Dataverse 5.0

This release brings new features, enhancements, and bug fixes to Dataverse. Thank you to all of the community members who contributed code, suggestions, bug reports, and other assistance across the project.

Release Highlights

Continued Dataset and File Redesign: Dataset and File Button Redesign, Responsive Layout

The buttons available on the Dataset and File pages have been redesigned. This change is to provide more scalability for future expanded options for data access and exploration, and to provide a consistent experience between the two pages. The dataset and file pages have also been redesigned to be more responsive and function better across multiple devices.

This is an important step in the incremental process of the Dataset and File Redesign project, following the release of on-page previews, filtering and sorting options, tree view, and other enhancements. Additional features in support of these redesign efforts will follow in later 5.x releases.

Payara 5

A major upgrade of the application server provides security updates, access to new features like MicroProfile Config API, and will enable upgrades to other core technologies.

Note that moving from Glassfish to Payara will be required as part of the move to Dataverse 5.

Download Dataset

Users can now more easily download all files in Dataset through both the UI and API. If this causes server instability, it's suggested that Dataverse Installation Administrators take advantage of the new Standalone Zipper Service described below.

Download All Option on the Dataset Page

In previous versions of Dataverse, downloading all files from a dataset meant several clicks to select files and initiate the download. The Dataset Page now includes a Download All option for both the original and archival formats of the files in a dataset under the "Access Dataset" button.

Download All Files in a Dataset by API

In previous versions of Dataverse, downloading all files from a dataset via API was a two step process:

  • Find all the database ids of the files.
  • Download all the files, using those ids (comma-separated).

Now you can download all files from a dataset (assuming you have access to them) via API by passing the dataset persistent ID (PID such as DOI or Handle) or the dataset's database id. Versions are also supported, and you can pass :draft, :latest, :latest-published, or numbers (1.1, 2.0) similar to the "download metadata" API.

A Multi-File, Zipped Download Optimization

In this release we are offering an experimental optimization for the multi-file, download-as-zip functionality.
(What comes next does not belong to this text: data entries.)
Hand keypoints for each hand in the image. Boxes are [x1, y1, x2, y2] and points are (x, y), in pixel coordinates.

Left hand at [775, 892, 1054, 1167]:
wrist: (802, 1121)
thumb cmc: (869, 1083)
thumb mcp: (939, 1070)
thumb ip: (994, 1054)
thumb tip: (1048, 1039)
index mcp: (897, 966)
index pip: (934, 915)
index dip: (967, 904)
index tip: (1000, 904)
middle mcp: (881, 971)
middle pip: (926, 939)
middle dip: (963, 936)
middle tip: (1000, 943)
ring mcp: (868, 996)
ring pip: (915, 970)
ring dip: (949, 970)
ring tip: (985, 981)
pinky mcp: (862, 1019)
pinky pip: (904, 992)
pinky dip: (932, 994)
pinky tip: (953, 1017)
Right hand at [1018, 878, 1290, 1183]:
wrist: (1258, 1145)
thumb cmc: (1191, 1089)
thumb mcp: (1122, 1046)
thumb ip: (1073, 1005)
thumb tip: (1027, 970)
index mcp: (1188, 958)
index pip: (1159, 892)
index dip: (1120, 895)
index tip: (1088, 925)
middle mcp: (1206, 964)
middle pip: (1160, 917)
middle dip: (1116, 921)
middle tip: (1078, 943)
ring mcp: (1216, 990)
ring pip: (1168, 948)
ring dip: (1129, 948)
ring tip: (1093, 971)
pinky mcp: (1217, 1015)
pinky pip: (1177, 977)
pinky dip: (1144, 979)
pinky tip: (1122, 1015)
If this option is enabled, instead of enforcing size limits, we attempt to serve all the files that the user requested (that they are authorized to download), but the request is redirected to a standalone zipper service running as a cgi executable. Thus moving these potentially long-running jobs completely outside the Application Server (Payara); and preventing service threads from becoming locked serving them. Since zipping is also a CPU-intensive task, it is possible to have this service running on a different host system, thus freeing the cycles on the main Application Server. The system running the service needs to have access to the database as well as to the storage filesystem, and/or S3 bucket.
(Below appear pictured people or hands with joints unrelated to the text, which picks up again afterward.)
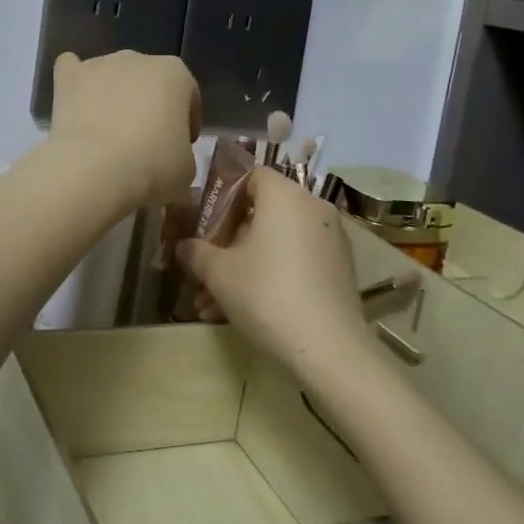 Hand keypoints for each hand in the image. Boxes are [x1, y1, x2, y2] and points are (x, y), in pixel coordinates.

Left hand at [48, 51, 200, 211]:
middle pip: (148, 81)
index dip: (186, 122)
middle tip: (143, 142)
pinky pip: (71, 69)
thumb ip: (182, 153)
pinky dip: (75, 84)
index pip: (188, 95)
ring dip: (113, 95)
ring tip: (107, 133)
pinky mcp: (68, 77)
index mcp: (175, 74)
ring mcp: (100, 64)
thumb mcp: (186, 168)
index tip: (180, 147)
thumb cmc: (152, 166)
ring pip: (111, 75)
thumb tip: (169, 156)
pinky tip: (75, 103)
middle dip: (147, 105)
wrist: (95, 169)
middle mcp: (138, 59)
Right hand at [178, 168, 373, 376]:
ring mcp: (330, 238)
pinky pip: (296, 258)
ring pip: (276, 241)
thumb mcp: (218, 272)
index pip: (251, 175)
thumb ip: (196, 252)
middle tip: (204, 267)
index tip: (203, 223)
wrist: (328, 348)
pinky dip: (271, 274)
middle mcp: (312, 207)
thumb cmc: (266, 293)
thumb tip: (183, 245)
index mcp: (284, 195)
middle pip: (262, 211)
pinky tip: (242, 309)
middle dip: (228, 240)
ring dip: (244, 264)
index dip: (222, 194)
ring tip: (213, 302)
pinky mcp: (339, 267) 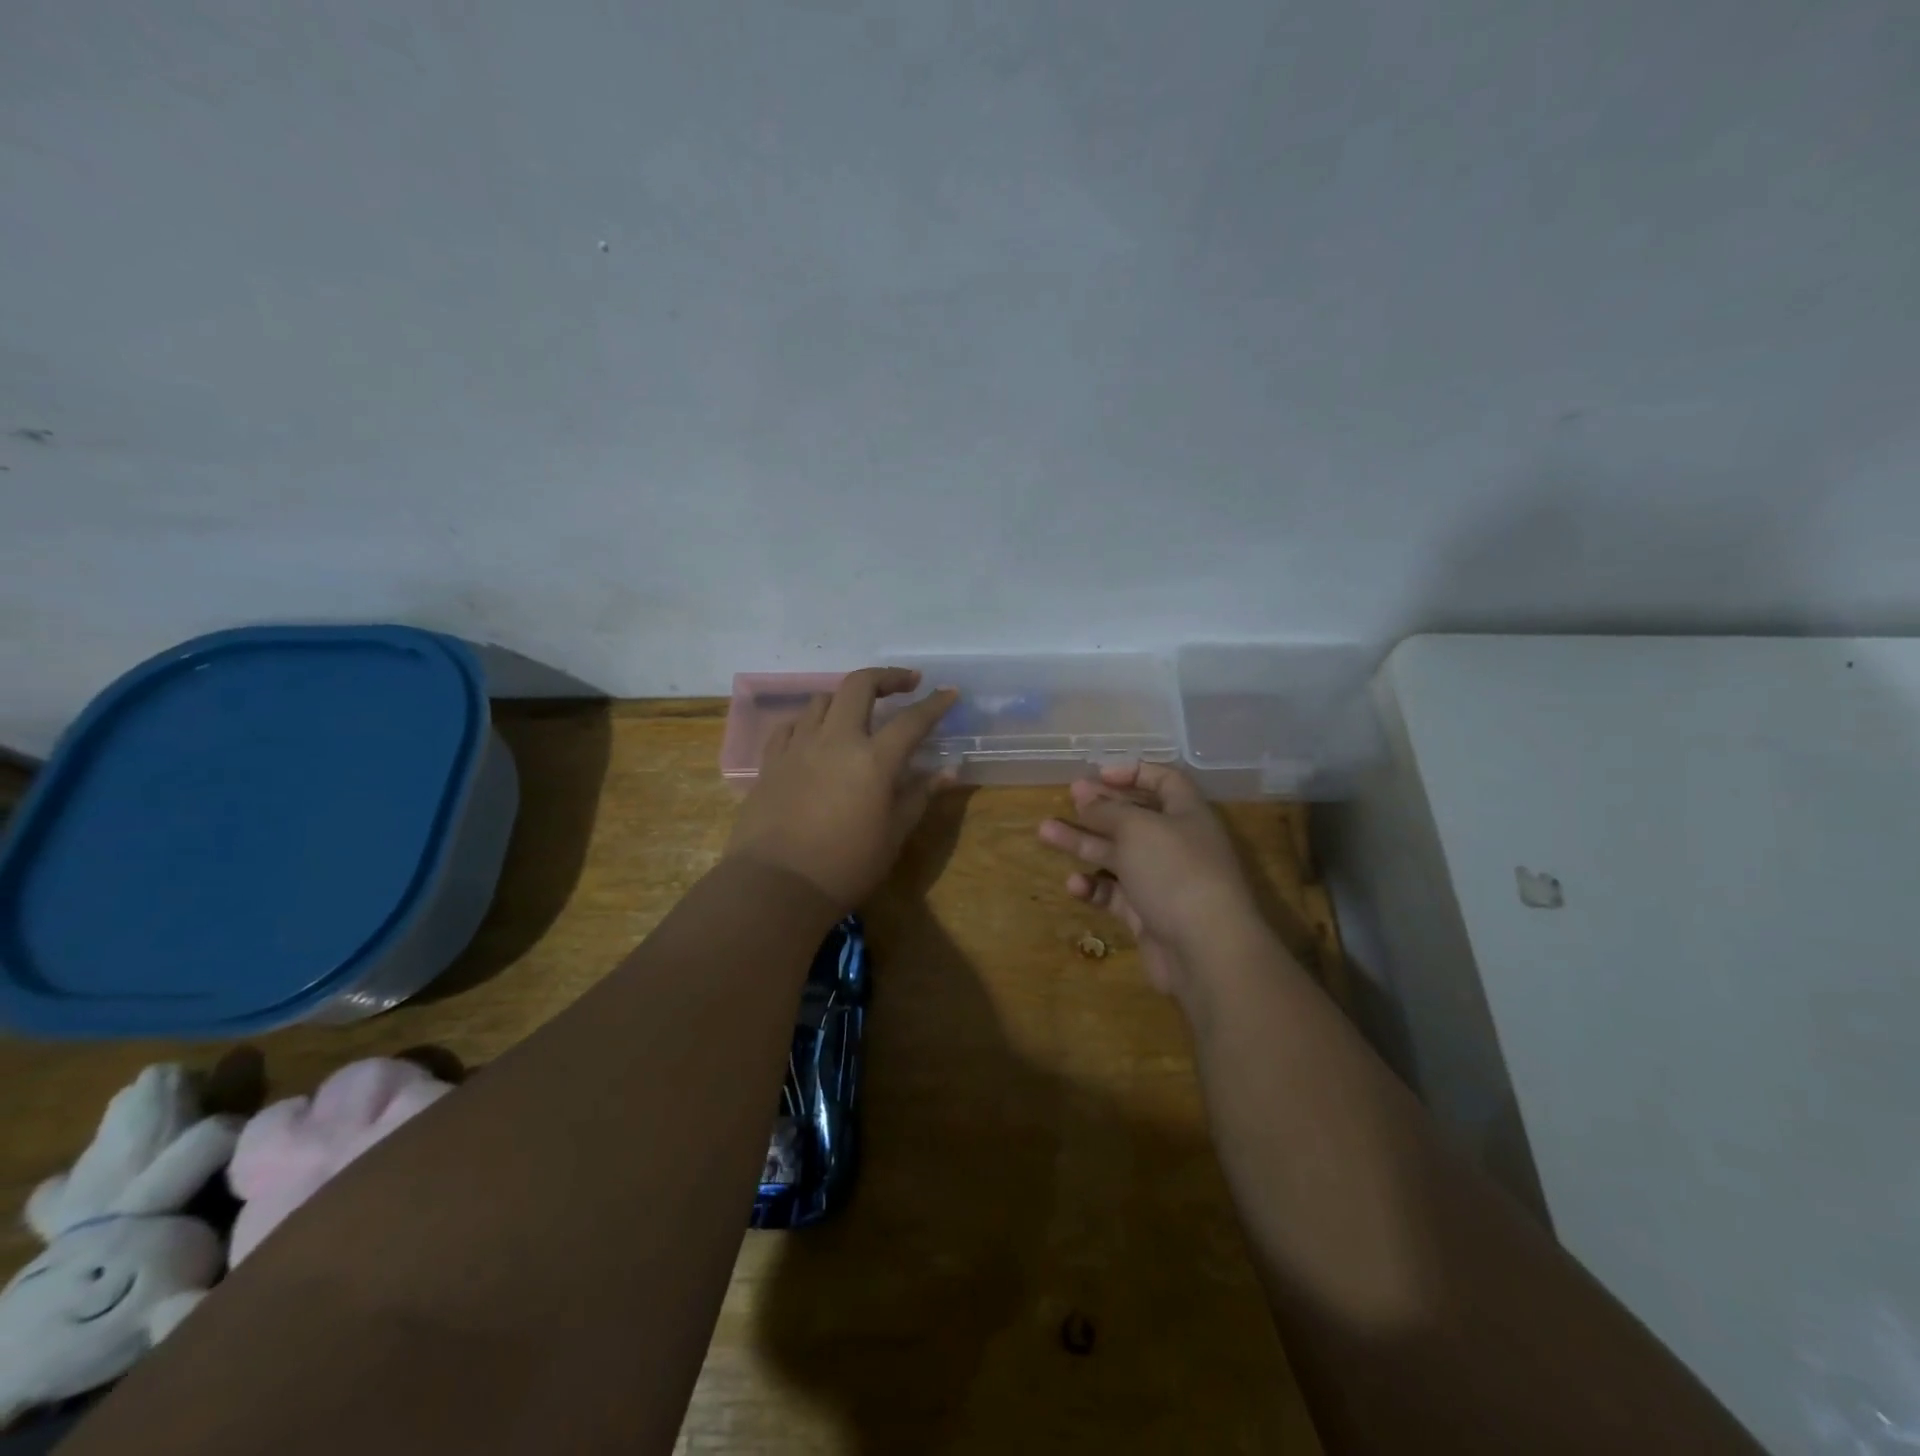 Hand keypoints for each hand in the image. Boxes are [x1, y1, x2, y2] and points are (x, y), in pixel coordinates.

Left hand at [726, 668, 957, 910]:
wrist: (776, 886)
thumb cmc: (845, 866)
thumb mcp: (893, 835)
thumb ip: (919, 796)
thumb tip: (948, 771)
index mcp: (873, 759)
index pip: (912, 720)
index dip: (935, 704)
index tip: (950, 692)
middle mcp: (836, 740)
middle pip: (859, 686)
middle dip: (886, 677)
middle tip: (906, 683)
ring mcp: (798, 746)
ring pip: (822, 700)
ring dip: (846, 698)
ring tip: (859, 713)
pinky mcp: (771, 761)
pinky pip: (791, 725)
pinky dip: (810, 721)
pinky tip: (816, 735)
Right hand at [1038, 764, 1263, 998]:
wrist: (1206, 951)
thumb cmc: (1175, 872)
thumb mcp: (1137, 829)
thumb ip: (1107, 810)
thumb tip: (1085, 794)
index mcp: (1187, 814)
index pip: (1165, 781)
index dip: (1133, 772)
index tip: (1098, 774)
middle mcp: (1177, 844)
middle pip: (1134, 818)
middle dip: (1099, 808)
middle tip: (1067, 798)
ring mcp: (1163, 882)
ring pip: (1117, 856)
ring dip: (1083, 843)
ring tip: (1045, 831)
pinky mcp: (1149, 915)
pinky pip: (1117, 894)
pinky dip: (1095, 888)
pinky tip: (1074, 884) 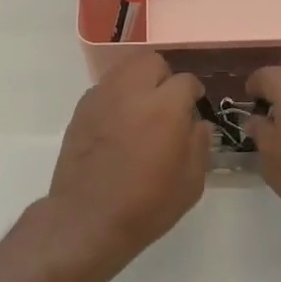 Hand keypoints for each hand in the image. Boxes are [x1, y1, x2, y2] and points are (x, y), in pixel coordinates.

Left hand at [47, 52, 210, 275]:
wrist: (88, 220)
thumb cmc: (146, 206)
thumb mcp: (190, 184)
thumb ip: (200, 145)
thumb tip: (197, 124)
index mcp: (165, 107)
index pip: (186, 81)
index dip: (193, 95)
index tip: (193, 109)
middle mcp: (132, 93)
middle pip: (151, 62)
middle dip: (164, 77)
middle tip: (166, 104)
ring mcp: (102, 98)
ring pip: (124, 68)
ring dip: (138, 81)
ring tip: (141, 109)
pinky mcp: (81, 110)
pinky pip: (104, 88)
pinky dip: (116, 96)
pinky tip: (118, 123)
Please consult the scripts/zipdownload/README.md in the Dataverse 5 source tree.

The components of the standalone "zipper tool" can also be downloaded
here:

https://github.com/IQSS/dataverse/releases/download/v5.0/zipper.zip

Updated File Handling

Files without extensions can now be uploaded through the UI. This release also changes the way Dataverse handles duplicate (filename or checksum) files in a dataset. Specifically:

  • Files with the same checksum can be included in a dataset, even if the files are in the same directory.
  • Files with the same filename can be included in a dataset as long as the files are in different directories.
  • If a user uploads a file to a directory where a file already exists with that directory/filename combination, Dataverse will adjust the file path and names by adding "-1" or "-2" as applicable. This change will be visible in the list of files being uploaded.
  • If the directory or name of an existing or newly uploaded file is edited in such a way that would create a directory/filename combination that already exists, Dataverse will display an error.
  • If a user attempts to replace a file with another file that has the same checksum, an error message will be displayed and the file will not be able to be replaced.
  • If a user attempts to replace a file with a file that has the same checksum as a different file in the dataset, a warning will be displayed.
  • Files without extensions can now be uploaded through the UI.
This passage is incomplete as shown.